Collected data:
——

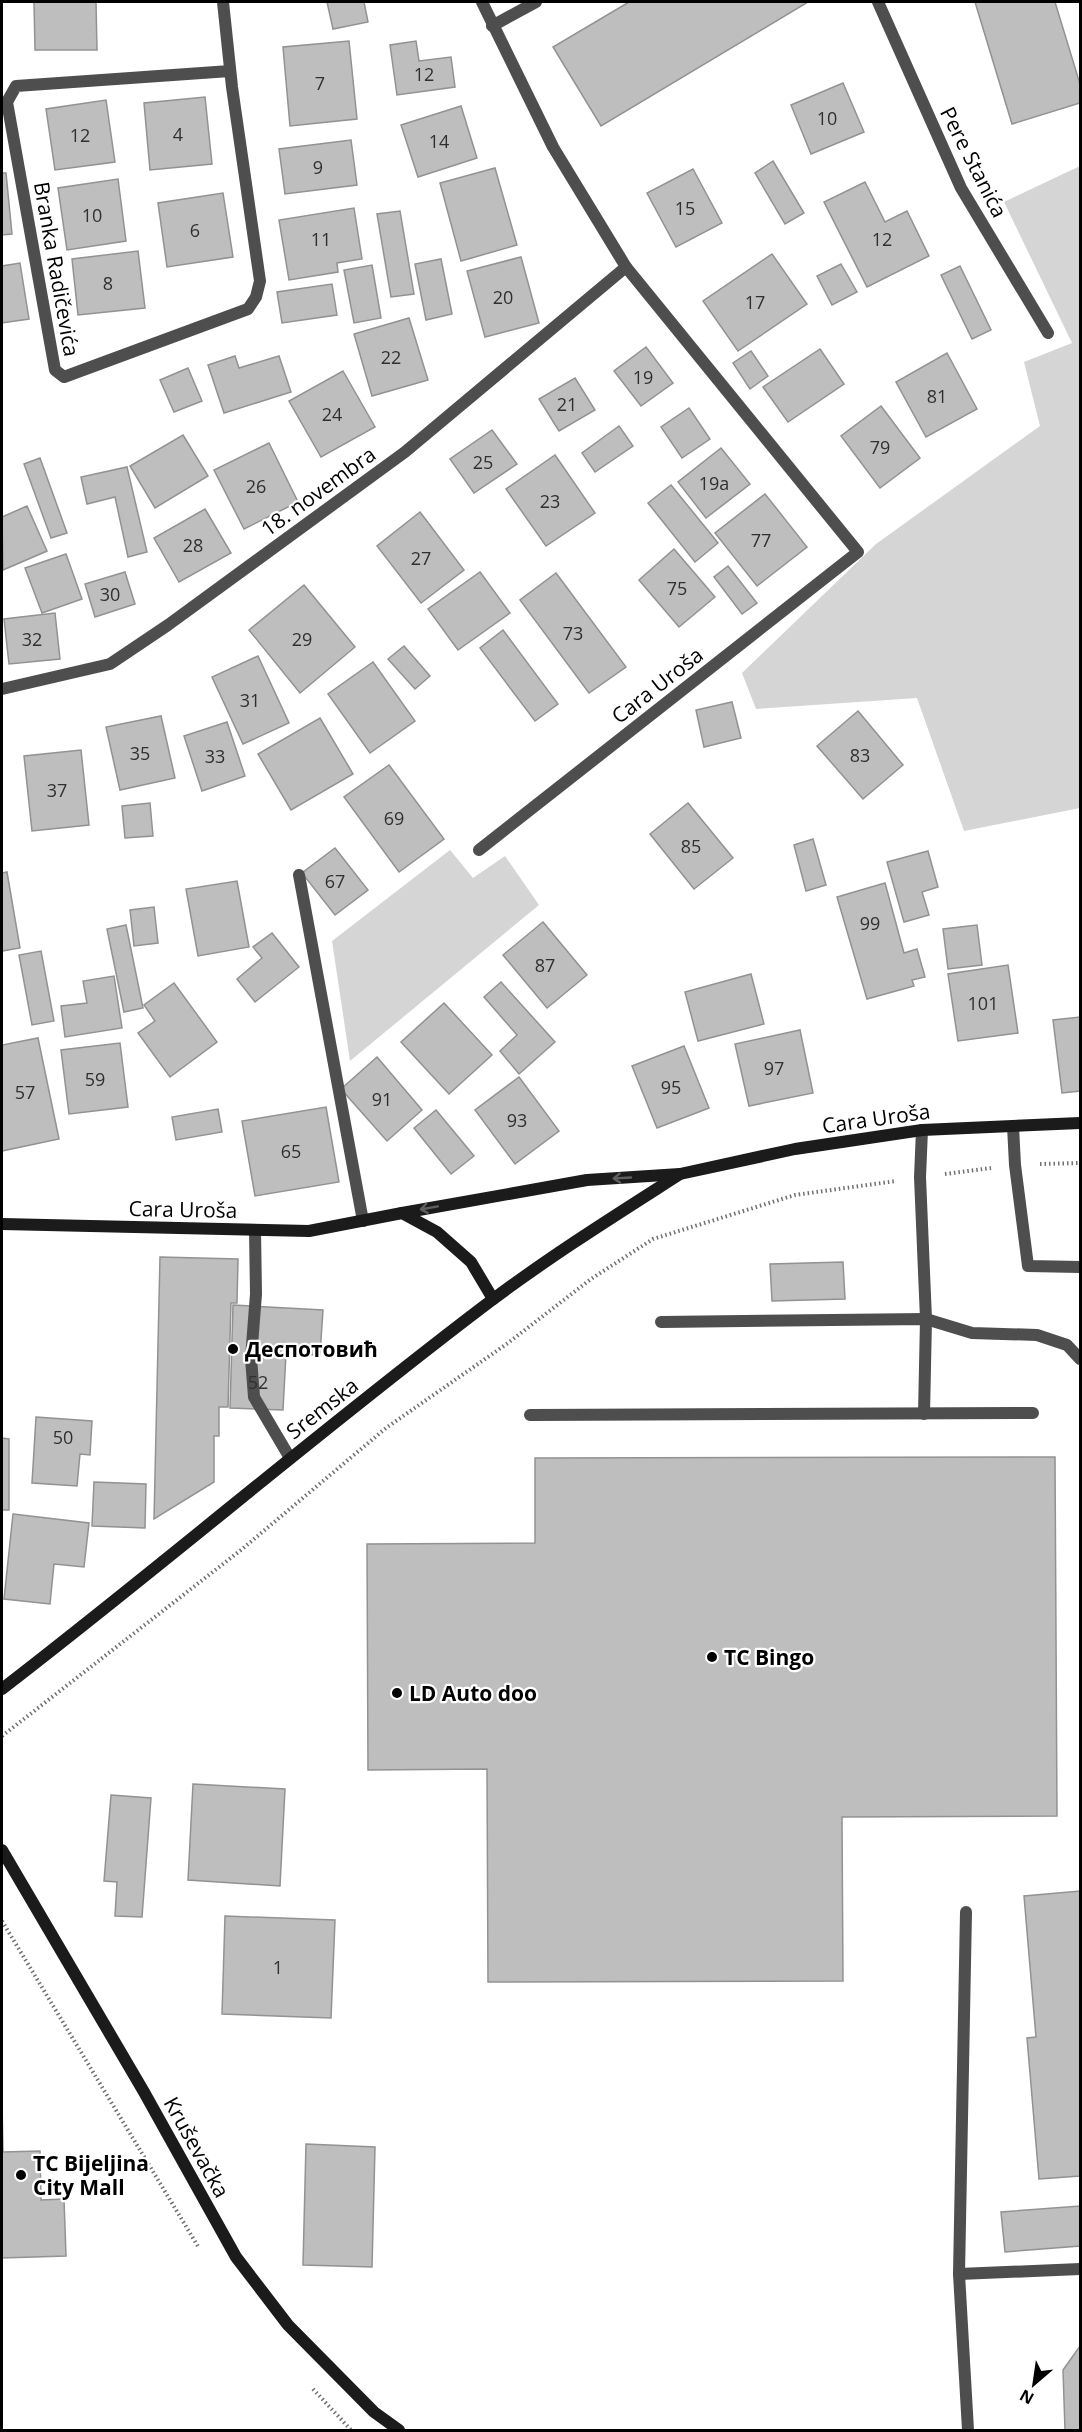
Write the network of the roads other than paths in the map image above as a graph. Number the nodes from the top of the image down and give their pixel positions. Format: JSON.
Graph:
{"nodes":[{"id":1,"x":224,"y":2,"type":"edge"},
{"id":2,"x":482,"y":2,"type":"edge"},
{"id":3,"x":536,"y":2,"type":"edge"},
{"id":4,"x":878,"y":2,"type":"edge"},
{"id":5,"x":492,"y":26,"type":"junction"},
{"id":6,"x":231,"y":71,"type":"junction"},
{"id":7,"x":626,"y":267,"type":"junction"},
{"id":8,"x":1048,"y":333,"type":"dead end"},
{"id":9,"x":2,"y":689,"type":"edge"},
{"id":10,"x":479,"y":850,"type":"dead end"},
{"id":11,"x":299,"y":875,"type":"dead end"},
{"id":12,"x":1080,"y":1123,"type":"edge"},
{"id":13,"x":1013,"y":1126,"type":"junction"},
{"id":14,"x":922,"y":1130,"type":"junction"},
{"id":15,"x":680,"y":1174,"type":"junction"},
{"id":16,"x":402,"y":1214,"type":"junction"},
{"id":17,"x":363,"y":1221,"type":"junction"},
{"id":18,"x":2,"y":1224,"type":"edge"},
{"id":19,"x":255,"y":1230,"type":"junction"},
{"id":20,"x":1080,"y":1267,"type":"edge"},
{"id":21,"x":493,"y":1299,"type":"junction"},
{"id":22,"x":926,"y":1319,"type":"junction"},
{"id":23,"x":661,"y":1322,"type":"dead end"},
{"id":24,"x":1080,"y":1359,"type":"edge"},
{"id":25,"x":1034,"y":1413,"type":"dead end"},
{"id":26,"x":924,"y":1414,"type":"junction"},
{"id":27,"x":530,"y":1415,"type":"dead end"},
{"id":28,"x":290,"y":1458,"type":"junction"},
{"id":29,"x":2,"y":1689,"type":"edge"},
{"id":30,"x":2,"y":1850,"type":"edge"},
{"id":31,"x":966,"y":1912,"type":"dead end"},
{"id":32,"x":1080,"y":2269,"type":"edge"},
{"id":33,"x":959,"y":2274,"type":"junction"},
{"id":34,"x":399,"y":2430,"type":"edge"},
{"id":35,"x":968,"y":2430,"type":"edge"}],
"edges":[{"from":1,"to":6,"type":"street","name":"Branka Radičevića"},
{"from":2,"to":5,"type":"street"},
{"from":3,"to":5,"type":"street"},
{"from":4,"to":8,"type":"street","name":"Pere Stanića"},
{"from":5,"to":7,"type":"street"},
{"from":6,"to":6,"type":"street","name":"Branka Radičevića"},
{"from":7,"to":9,"type":"street","name":"18. novembra"},
{"from":7,"to":10,"type":"street","name":"Cara Uroša"},
{"from":11,"to":17,"type":"street"},
{"from":12,"to":13,"type":"main road","name":"Cara Uroša"},
{"from":13,"to":14,"type":"main road","name":"Cara Uroša"},
{"from":13,"to":20,"type":"street"},
{"from":14,"to":15,"type":"main road","name":"Cara Uroša"},
{"from":14,"to":22,"type":"street"},
{"from":15,"to":16,"type":"main road","name":"Cara Uroša","one_way":true},
{"from":15,"to":21,"type":"main road","name":"Sremska"},
{"from":16,"to":17,"type":"main road","name":"Cara Uroša"},
{"from":16,"to":21,"type":"main road"},
{"from":17,"to":19,"type":"main road","name":"Cara Uroša"},
{"from":18,"to":19,"type":"main road","name":"Cara Uroša"},
{"from":19,"to":28,"type":"street"},
{"from":21,"to":28,"type":"main road","name":"Sremska"},
{"from":22,"to":23,"type":"street"},
{"from":22,"to":24,"type":"street"},
{"from":22,"to":26,"type":"street"},
{"from":25,"to":26,"type":"street"},
{"from":26,"to":27,"type":"street"},
{"from":28,"to":29,"type":"main road","name":"Sremska"},
{"from":30,"to":34,"type":"main road","name":"Kruševačka"},
{"from":31,"to":33,"type":"street"},
{"from":32,"to":33,"type":"street"},
{"from":33,"to":35,"type":"street"}]}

——

** What is expected **
When a line among the entries contains "Sremska", pull that line out.

** Response to this exercise **
{"from":15,"to":21,"type":"main road","name":"Sremska"},
{"from":21,"to":28,"type":"main road","name":"Sremska"},
{"from":28,"to":29,"type":"main road","name":"Sremska"},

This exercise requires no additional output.